Nonetheless, the rewards for a job well done are more than worth it, a fact that Curtopassi is quick to acknowledge. Since the successes of his and his Unit’s work eventually translate to the success of the EAR, it satisfies him to find how much ground the agency has covered in the last seven years. “The agency’s greatest achievement has been helping to improve the lives of so many people in the Western Balkans over a very difficult, post-conflict period. Tangible results are visible throughout the region,” Curtopassi enthused. “Everywhere, there are signs indicating that these are E.U. projects that were or are being implemented by the agency on behalf of the European Commission. Everywhere, the national and local authorities, the wider civil society, and ordinary people express satisfaction and gratitude for our contribution.”
Before joining the E.U. agency’s headquarters in Thessaloniki in October 2007, Curtopassi dealt with information and cooperation concerns for the European Commission’s Latin America and Asia Directorate, Humanitarian Aid Office (ECHO), and the Cooperation Office (AIDCO). He began his career as a journalist in Italy over 20 years ago before serving the European Commission, and holds a degree in Political Science with a focus on Communication. He has also undergone a training program at the Ecole Nationale d’Administration in Paris.
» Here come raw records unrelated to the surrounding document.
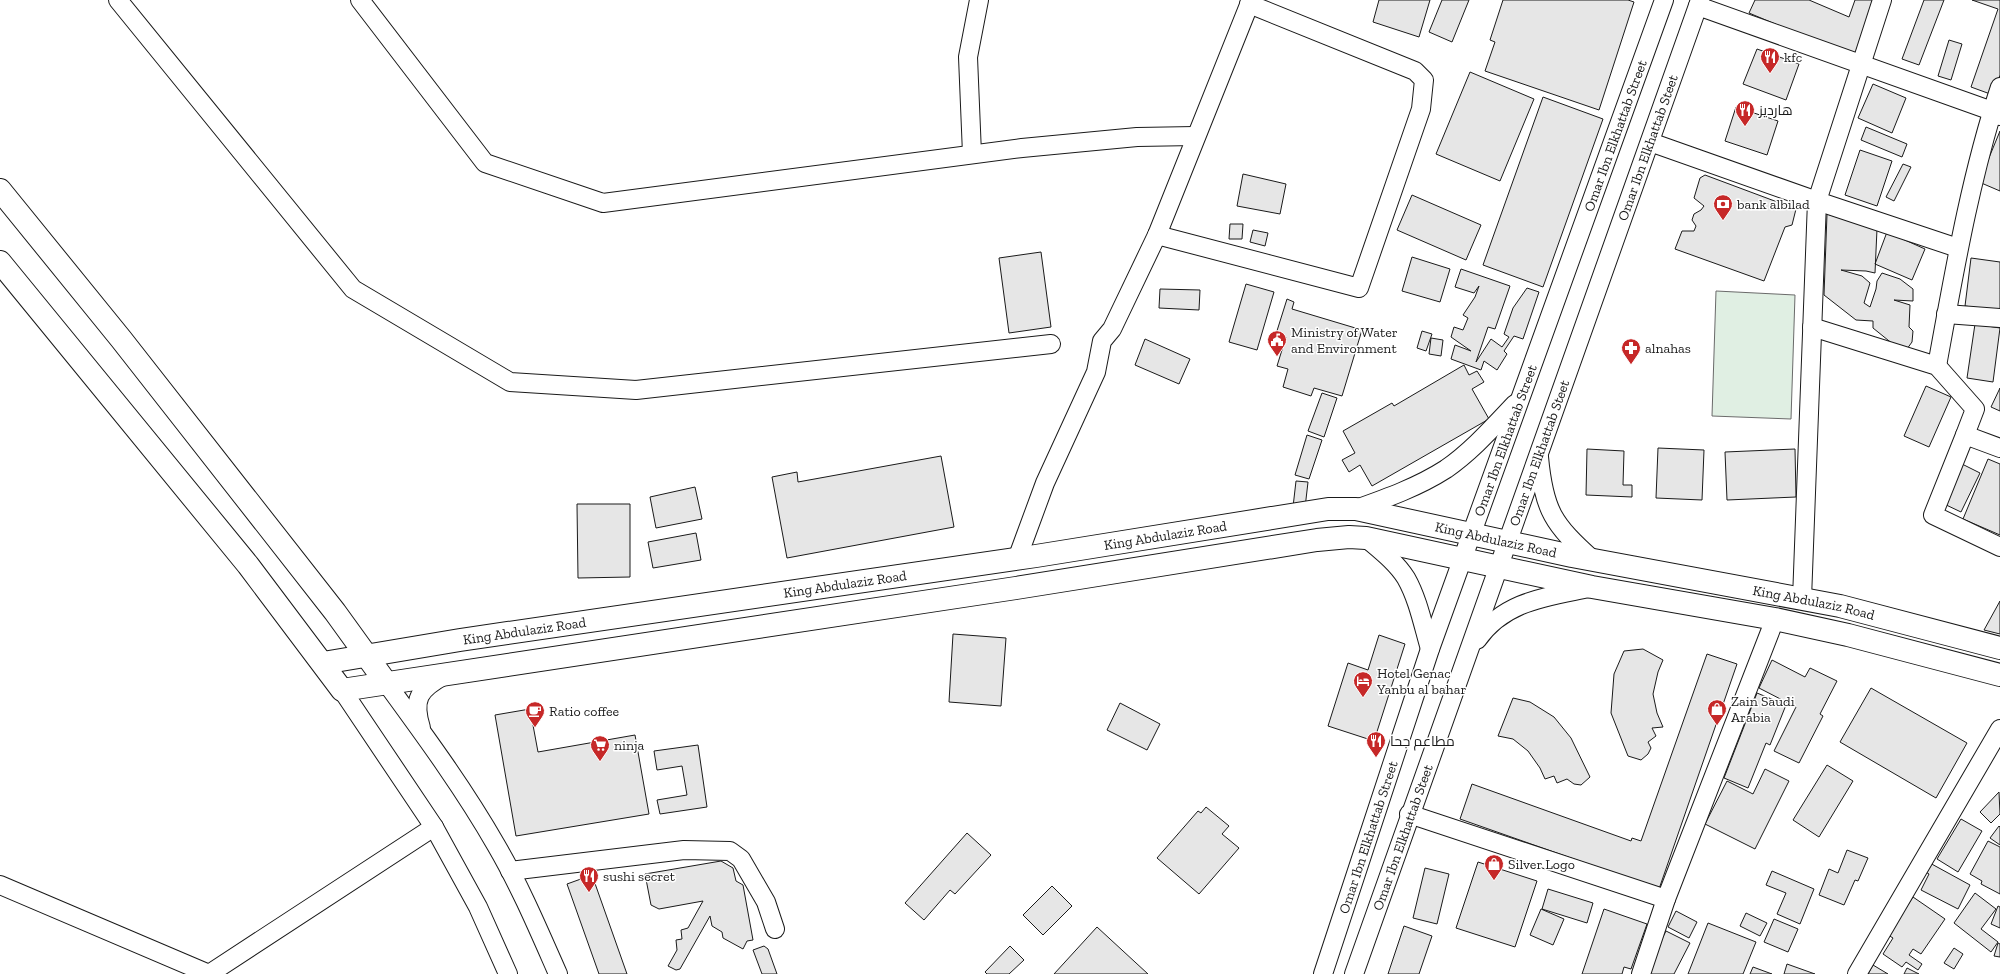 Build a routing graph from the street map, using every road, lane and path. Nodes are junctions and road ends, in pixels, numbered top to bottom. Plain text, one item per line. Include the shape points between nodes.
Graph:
1 (118, 0) edge
2 (360, 0) edge
3 (979, 0) edge
4 (1664, 0) edge
5 (1882, 0) edge
6 (1250, 2) edge
7 (1699, 3) edge
8 (1861, 64) junction
9 (2000, 87) edge
10 (1996, 113) edge
11 (1195, 136) junction
12 (1650, 142) junction
13 (972, 154) junction
14 (0, 190) edge
15 (1817, 201) junction
16 (1157, 235) junction
17 (1958, 248) junction
18 (0, 262) edge
19 (1946, 314) junction
20 (2000, 318) edge
21 (1812, 327) junction
22 (1051, 344) dead end
23 (1937, 366) junction
24 (1520, 399) junction
25 (1965, 435) junction
26 (2000, 448) edge
27 (1539, 452) junction
28 (1356, 509) junction
29 (1471, 534) junction
30 (1366, 538) junction
31 (1507, 542) junction
32 (2000, 547) edge
33 (1017, 559) junction
34 (1462, 559) junction
35 (1593, 560) junction
36 (1498, 567) junction
37 (1592, 587) junction
38 (1802, 599) junction
39 (1775, 619) junction
40 (2000, 648) edge
41 (1430, 649) junction
42 (1467, 654) junction
43 (367, 655) junction
44 (323, 663) junction
45 (445, 675) junction
46 (2000, 675) edge
47 (387, 684) junction
48 (342, 690) junction
49 (2000, 729) edge
50 (423, 734) junction
51 (1410, 814) junction
52 (434, 827) junction
53 (510, 871) junction
54 (0, 885) edge
55 (1666, 899) junction
56 (775, 929) dead end
57 (508, 974) edge
58 (558, 974) edge
59 (1323, 974) edge
60 (1354, 974) edge
61 (1641, 974) edge
62 (1857, 974) edge

1 - 22 street via 353,289 510,382 636,390
2 - 13 street via 485,163 603,203
3 - 13 street via 968,57
4 - 24 street, Omar Ibn Elkhattab Street
5 - 8 street
6 - 11 street
6 - 16 street via 1415,71 1424,80 1420,109 1360,288
7 - 8 street
7 - 12 street, Omar Ibn Elkhattab Steet
8 - 10 street
8 - 15 street
9 - 10 street
10 - 17 street
11 - 13 street via 1137,137
11 - 16 street
12 - 15 street
12 - 27 street, Omar Ibn Elkhattab Steet
14 - 43 main road via 126,345
15 - 17 street
15 - 21 street
16 - 33 street via 1112,329 1102,341 1096,372 1045,483
17 - 19 street
18 - 44 main road via 248,565
19 - 20 street
19 - 23 street
21 - 23 street
21 - 38 street
23 - 25 street via 1975,409
24 - 28 street via 1484,437 1445,469 1409,489
24 - 29 street, Omar Ibn Elkhattab Street
25 - 26 street
25 - 32 street via 1933,515
27 - 31 street, Omar Ibn Elkhattab Steet
27 - 35 street via 1542,484 1551,513 1568,538
28 - 29 main road, King Abdulaziz Road
28 - 33 main road, King Abdulaziz Road via 1328,509
29 - 31 main road, King Abdulaziz Road
29 - 34 street, Omar Ibn Elkhattab Street
30 - 34 main road, King Abdulaziz Road
30 - 41 street via 1390,558 1406,577 1417,603
30 - 45 main road, King Abdulaziz Road via 1317,540
31 - 35 main road, King Abdulaziz Road
31 - 36 street, Omar Ibn Elkhattab Steet
33 - 43 main road, King Abdulaziz Road
34 - 36 main road, King Abdulaziz Road
34 - 41 street, Omar Ibn Elkhattab Street
35 - 38 main road, King Abdulaziz Road
36 - 37 main road, King Abdulaziz Road
36 - 42 street, Omar Ibn Elkhattab Steet
37 - 39 main road, King Abdulaziz Road
37 - 42 street via 1540,598 1499,616 1486,627
38 - 40 main road, King Abdulaziz Road via 1840,606
39 - 46 main road, King Abdulaziz Road via 1848,634
39 - 55 street
41 - 59 street, Omar Ibn Elkhattab Street
42 - 51 street, Omar Ibn Elkhattab Steet
43 - 44 main road, King Abdulaziz Road
43 - 47 main road
44 - 48 main road
45 - 47 main road, King Abdulaziz Road
45 - 50 street via 428,684 418,696 417,714
47 - 48 main road, King Abdulaziz Road
47 - 50 street
48 - 52 street
49 - 62 street
50 - 53 street via 497,845
51 - 55 street
51 - 60 street, Omar Ibn Elkhattab Steet
52 - 54 street via 209,974
52 - 57 street via 478,907
53 - 56 street via 684,850 730,851 741,859 766,902
53 - 58 street
55 - 61 street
Although the EAR will fold up its operations by the end of 2008, Curtopassi believes that this is hardly any reason to be complacent. “This does not mean that we will stop delivering and promoting European assistance; it means that the E.U. funds made available for external assistance will be channelled by the delegations,” he explained. “Today, we are simply proud to say that the reconstruction phase is over. We are now helping the countries of the region to move safely towards Europe.” He also emphasizes that action cannot be foresworn until the Balkan states are fully able to stand on their own feet. “The pledge is to act until the aid is not needed anymore. Hopefully this will apply soon to the Western Balkans,” he mused. “But for those who are committed to this end, there will always be more work to be carried out elsewhere in the world.”